• WHAT YOU HAVE TO DO: Make your reply a word-for-word repeat of the records.

• DATA TO PROCESS:
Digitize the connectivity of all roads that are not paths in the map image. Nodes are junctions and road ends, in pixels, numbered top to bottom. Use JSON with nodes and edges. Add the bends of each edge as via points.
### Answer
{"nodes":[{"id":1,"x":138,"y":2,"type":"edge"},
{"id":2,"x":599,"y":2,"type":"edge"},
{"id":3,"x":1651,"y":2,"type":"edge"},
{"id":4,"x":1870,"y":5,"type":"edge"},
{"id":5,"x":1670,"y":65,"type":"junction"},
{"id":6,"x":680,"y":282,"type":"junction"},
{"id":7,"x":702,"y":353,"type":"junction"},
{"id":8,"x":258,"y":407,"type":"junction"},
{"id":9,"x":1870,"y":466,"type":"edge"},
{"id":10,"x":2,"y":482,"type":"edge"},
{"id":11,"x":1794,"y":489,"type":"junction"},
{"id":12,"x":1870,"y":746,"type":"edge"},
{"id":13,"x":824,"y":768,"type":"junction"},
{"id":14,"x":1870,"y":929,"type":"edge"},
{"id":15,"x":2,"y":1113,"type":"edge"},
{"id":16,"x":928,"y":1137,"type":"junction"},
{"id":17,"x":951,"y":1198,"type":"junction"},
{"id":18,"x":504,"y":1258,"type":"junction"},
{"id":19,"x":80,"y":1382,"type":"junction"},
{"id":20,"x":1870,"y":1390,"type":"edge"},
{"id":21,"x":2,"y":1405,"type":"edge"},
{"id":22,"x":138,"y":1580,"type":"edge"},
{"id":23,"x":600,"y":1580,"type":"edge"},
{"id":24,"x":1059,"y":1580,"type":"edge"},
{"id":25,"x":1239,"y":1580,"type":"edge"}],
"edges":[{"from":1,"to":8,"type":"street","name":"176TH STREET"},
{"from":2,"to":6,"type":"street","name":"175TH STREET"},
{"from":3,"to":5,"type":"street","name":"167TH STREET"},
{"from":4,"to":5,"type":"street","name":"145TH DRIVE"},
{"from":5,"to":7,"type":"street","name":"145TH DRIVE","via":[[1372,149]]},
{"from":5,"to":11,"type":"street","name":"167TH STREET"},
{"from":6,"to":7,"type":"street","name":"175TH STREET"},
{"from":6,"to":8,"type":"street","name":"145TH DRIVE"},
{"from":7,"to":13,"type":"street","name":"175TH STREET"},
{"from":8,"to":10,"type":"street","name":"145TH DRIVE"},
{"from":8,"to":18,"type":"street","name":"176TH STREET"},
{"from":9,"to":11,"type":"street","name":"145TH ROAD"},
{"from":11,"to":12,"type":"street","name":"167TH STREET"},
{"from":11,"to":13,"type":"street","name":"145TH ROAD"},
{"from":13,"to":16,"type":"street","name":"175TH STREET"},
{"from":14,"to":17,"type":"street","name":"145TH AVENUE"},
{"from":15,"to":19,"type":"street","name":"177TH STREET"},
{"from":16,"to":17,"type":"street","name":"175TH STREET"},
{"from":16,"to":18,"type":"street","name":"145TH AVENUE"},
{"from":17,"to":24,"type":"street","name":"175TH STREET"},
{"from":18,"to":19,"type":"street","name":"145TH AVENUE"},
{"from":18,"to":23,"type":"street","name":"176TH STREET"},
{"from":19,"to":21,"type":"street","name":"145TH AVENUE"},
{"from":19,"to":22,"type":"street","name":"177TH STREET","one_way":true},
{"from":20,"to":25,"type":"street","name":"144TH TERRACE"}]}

• RESPONSE AREA:
Digitize the connectivity of all roads that are not paths in the map image. Nodes are junctions and road ends, in pixels, numbered top to bottom. Use JSON with nodes and edges. Add the bends of each edge as via points.
### Answer
{"nodes":[{"id":1,"x":138,"y":2,"type":"edge"},
{"id":2,"x":599,"y":2,"type":"edge"},
{"id":3,"x":1651,"y":2,"type":"edge"},
{"id":4,"x":1870,"y":5,"type":"edge"},
{"id":5,"x":1670,"y":65,"type":"junction"},
{"id":6,"x":680,"y":282,"type":"junction"},
{"id":7,"x":702,"y":353,"type":"junction"},
{"id":8,"x":258,"y":407,"type":"junction"},
{"id":9,"x":1870,"y":466,"type":"edge"},
{"id":10,"x":2,"y":482,"type":"edge"},
{"id":11,"x":1794,"y":489,"type":"junction"},
{"id":12,"x":1870,"y":746,"type":"edge"},
{"id":13,"x":824,"y":768,"type":"junction"},
{"id":14,"x":1870,"y":929,"type":"edge"},
{"id":15,"x":2,"y":1113,"type":"edge"},
{"id":16,"x":928,"y":1137,"type":"junction"},
{"id":17,"x":951,"y":1198,"type":"junction"},
{"id":18,"x":504,"y":1258,"type":"junction"},
{"id":19,"x":80,"y":1382,"type":"junction"},
{"id":20,"x":1870,"y":1390,"type":"edge"},
{"id":21,"x":2,"y":1405,"type":"edge"},
{"id":22,"x":138,"y":1580,"type":"edge"},
{"id":23,"x":600,"y":1580,"type":"edge"},
{"id":24,"x":1059,"y":1580,"type":"edge"},
{"id":25,"x":1239,"y":1580,"type":"edge"}],
"edges":[{"from":1,"to":8,"type":"street","name":"176TH STREET"},
{"from":2,"to":6,"type":"street","name":"175TH STREET"},
{"from":3,"to":5,"type":"street","name":"167TH STREET"},
{"from":4,"to":5,"type":"street","name":"145TH DRIVE"},
{"from":5,"to":7,"type":"street","name":"145TH DRIVE","via":[[1372,149]]},
{"from":5,"to":11,"type":"street","name":"167TH STREET"},
{"from":6,"to":7,"type":"street","name":"175TH STREET"},
{"from":6,"to":8,"type":"street","name":"145TH DRIVE"},
{"from":7,"to":13,"type":"street","name":"175TH STREET"},
{"from":8,"to":10,"type":"street","name":"145TH DRIVE"},
{"from":8,"to":18,"type":"street","name":"176TH STREET"},
{"from":9,"to":11,"type":"street","name":"145TH ROAD"},
{"from":11,"to":12,"type":"street","name":"167TH STREET"},
{"from":11,"to":13,"type":"street","name":"145TH ROAD"},
{"from":13,"to":16,"type":"street","name":"175TH STREET"},
{"from":14,"to":17,"type":"street","name":"145TH AVENUE"},
{"from":15,"to":19,"type":"street","name":"177TH STREET"},
{"from":16,"to":17,"type":"street","name":"175TH STREET"},
{"from":16,"to":18,"type":"street","name":"145TH AVENUE"},
{"from":17,"to":24,"type":"street","name":"175TH STREET"},
{"from":18,"to":19,"type":"street","name":"145TH AVENUE"},
{"from":18,"to":23,"type":"street","name":"176TH STREET"},
{"from":19,"to":21,"type":"street","name":"145TH AVENUE"},
{"from":19,"to":22,"type":"street","name":"177TH STREET","one_way":true},
{"from":20,"to":25,"type":"street","name":"144TH TERRACE"}]}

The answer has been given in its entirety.